Task inputs:
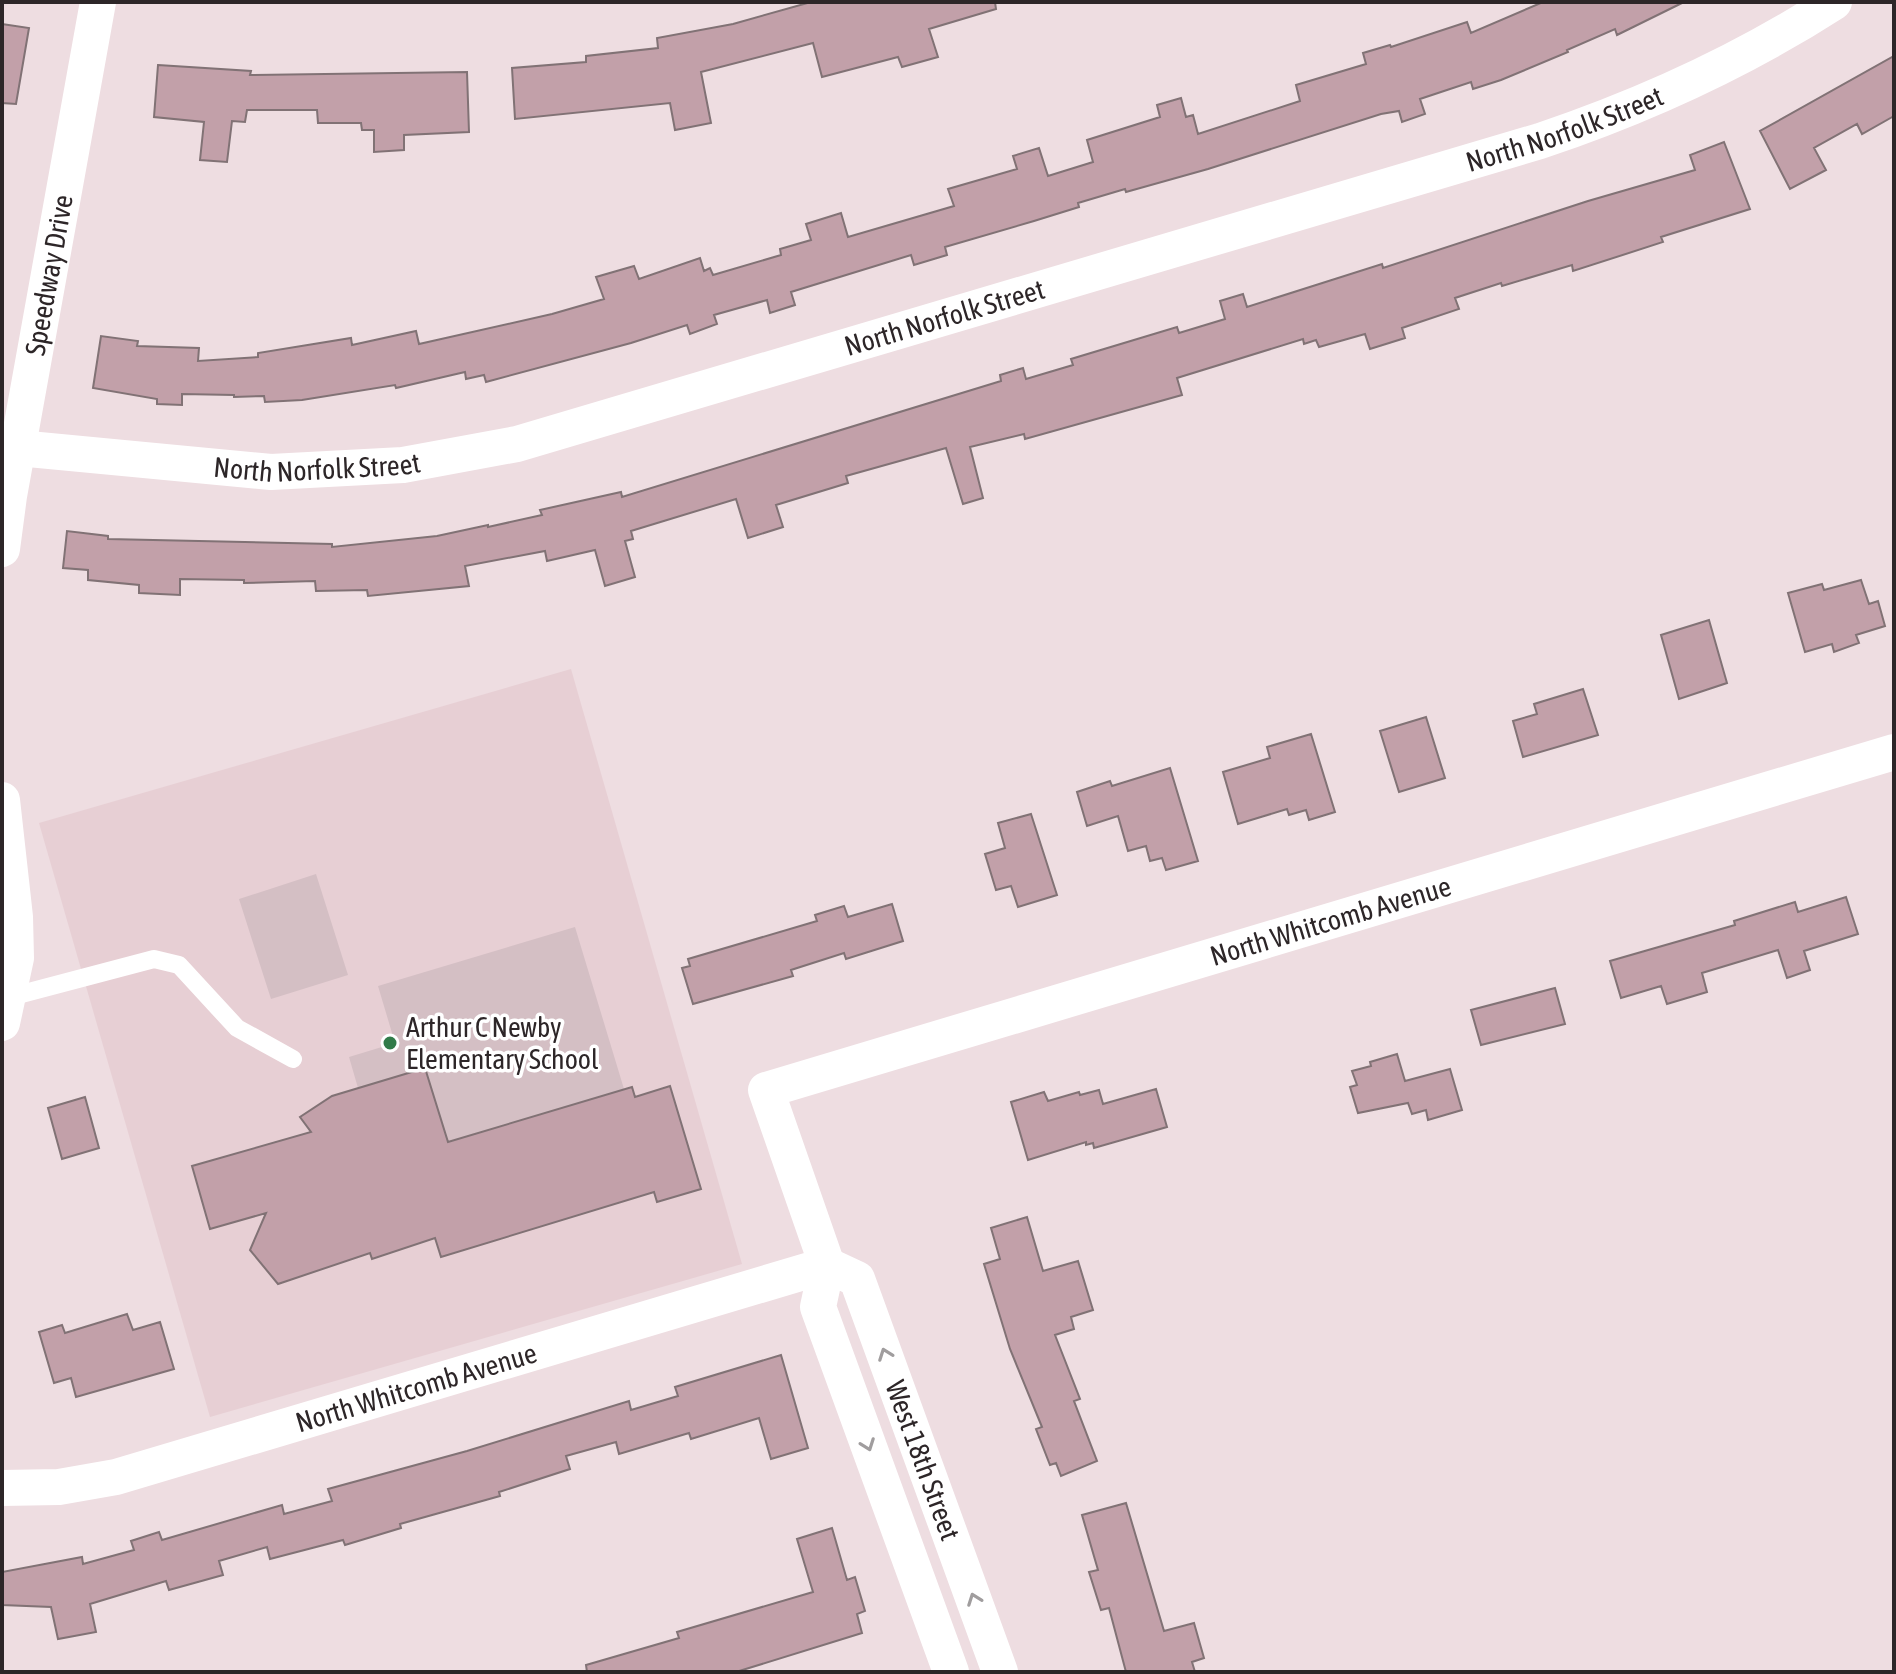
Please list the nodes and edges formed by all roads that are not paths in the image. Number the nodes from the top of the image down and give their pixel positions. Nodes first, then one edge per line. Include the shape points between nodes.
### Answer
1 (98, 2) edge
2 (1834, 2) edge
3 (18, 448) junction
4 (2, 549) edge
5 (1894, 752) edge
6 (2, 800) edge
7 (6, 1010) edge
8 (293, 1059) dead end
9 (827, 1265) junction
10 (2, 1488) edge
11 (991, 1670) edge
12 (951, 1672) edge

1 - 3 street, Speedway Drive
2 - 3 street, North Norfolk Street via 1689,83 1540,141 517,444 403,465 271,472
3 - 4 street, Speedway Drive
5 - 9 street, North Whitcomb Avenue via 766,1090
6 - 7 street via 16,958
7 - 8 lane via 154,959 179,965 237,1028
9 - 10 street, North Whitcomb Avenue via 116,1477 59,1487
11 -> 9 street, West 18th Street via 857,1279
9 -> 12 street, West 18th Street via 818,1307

---

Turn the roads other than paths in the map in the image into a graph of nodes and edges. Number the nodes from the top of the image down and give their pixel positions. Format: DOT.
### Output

Prompt: If a line in the data above contains "down", return that line.

Task response:
Please list the nodes and edges formed by all roads that are not paths in the image. Number the nodes from the top of the image down and give their pixel positions. Nodes first, then one edge per line. Include the shape points between nodes.
Turn the roads other than paths in the map in the image into a graph of nodes and edges. Number the nodes from the top of the image down and give their pixel positions. Format: DOT.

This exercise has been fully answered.